In a single race there can be up to 12 categories. Each category has a different number of laps (some have the same number). As the leader per category finishes, all the riders in that category finish (even if lapped), but the rest must carry on. The distance between the finish line and the point to pull a rider is about 50m. On the flat. On easy grass. The call to pull a rider has to be spot on. It's a challenge, and I was stuggling.

Enter CrossMgr. It's an open source piece of software written by Edward Sitarski, a cycling commissar, so he knows what he's taking on. Firstly, I should say that CrossMgr is pretty cycling specific, you could time other sports with it, but the target is clear. It is clearly designed for cycle races.

Running CrossMgr in a wet field in Cornwall.

Here's a comparison (in the context of MTB XC). Webscorer is better at-

  • Live web results (way less complicated)
  • Runs on mobile operating systems (particularly my waterproof android tablet)
  • Instant update when you change settings (CrossMgr took a little "jiggling")
  • Entering competitors in software (CrossMgr uses a linked spreadsheet)
  • Pretty much behaves as you would expect, all the time

CrossMgr is better at-

  • Displaying lap progress per category (the blue bars in the screen shot above) 
  • Displaying a lot of live info on a single computer simultaneously on multiple monitors (scans, lap progress, category leaders, predicted finish times, results and more)
  • Prediction - CrossMgr can predict finish times and highlight where a scan may have been missed. It also estimates rider position a map. Custom maps can be uploaded via GPX.
  • Forgiving errors, with CrossMgr you can change the number of laps on the fly, and even race settings such as race leader finish causes all categories to finish (which I had accidentally left on)
  • Races can be completely setup, saved, and then recalled in a flash
Both work with RFID readers, although they take a different approach. Webscorer priorities ease of use and ease of use functionality. CrossMgr takes a different approach, every scan is logged in the software and then filtered into the results based on the rules you set. These rules can change mid way through the race (hence the forgivability). Even after the race has finished, scans are still recorded but not included with results.

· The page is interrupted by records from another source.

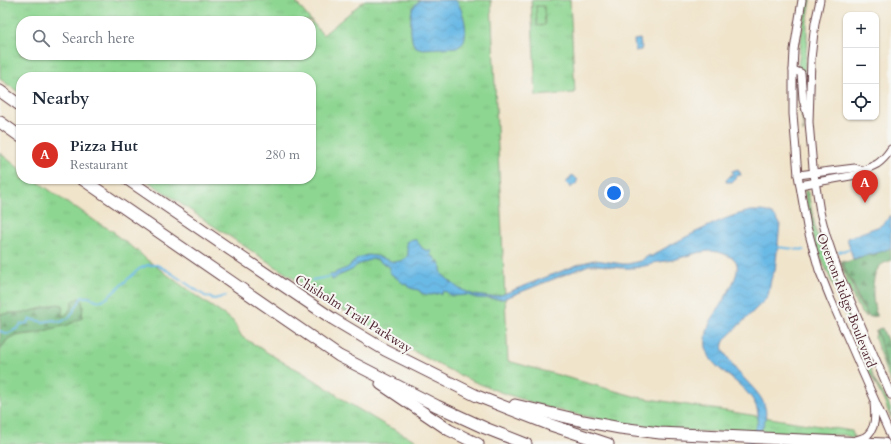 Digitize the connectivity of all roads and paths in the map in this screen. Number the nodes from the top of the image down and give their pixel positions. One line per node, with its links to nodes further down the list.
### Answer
1 (802, 0): 3 (street, Overton Ridge Boulevard)
2 (820, 0): 7 (street, Overton Ridge Boulevard)
3 (793, 70): 7 (street); 12 (street, Overton Ridge Boulevard)
4 (0, 91): 5 (highway)
5 (16, 102)
6 (0, 122): 8 (highway)
7 (809, 122): 11 (street, Overton Ridge Boulevard)
8 (16, 133)
9 (891, 149): 10 (street)
10 (862, 170): 11 (street); 13 (street)
11 (814, 173): 12 (street); 13 (street, Overton Ridge Boulevard)
12 (798, 175): 16 (street, Overton Ridge Boulevard)
13 (815, 182): 16 (street); 18 (street, Overton Ridge Boulevard)
14 (89, 184): 17 (highway)
15 (135, 184): 19 (highway, Chisholm Trail Parkway)
16 (800, 185): 20 (street, Overton Ridge Boulevard)
17 (339, 356): 23 (highway); 24 (highway)
18 (891, 395)
19 (477, 396): 22 (highway); 25 (highway, Chisholm Trail Parkway)
20 (874, 398): 21 (street, Overton Ridge Boulevard); 22 (street)
21 (891, 437)
22 (846, 442): 26 (highway)
23 (478, 444)
24 (526, 444)
25 (608, 444)
26 (884, 444)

My tips for using CrossMgr-
  • Check your settings very carefully at the beginning
  • Use the RFID test facility!
  • If you race leader is supposed to finish at 15mins (or close to 15mins) and everyone after, make sure the race duration is longer
  • Check the recommendations screen post race
Finally, will I keep using CrossMgr? For MTB XC yes. For other races, probably not. As it's open source, I will be making a donation towards CrossMgr's development. If you use it, I encourage you to as well.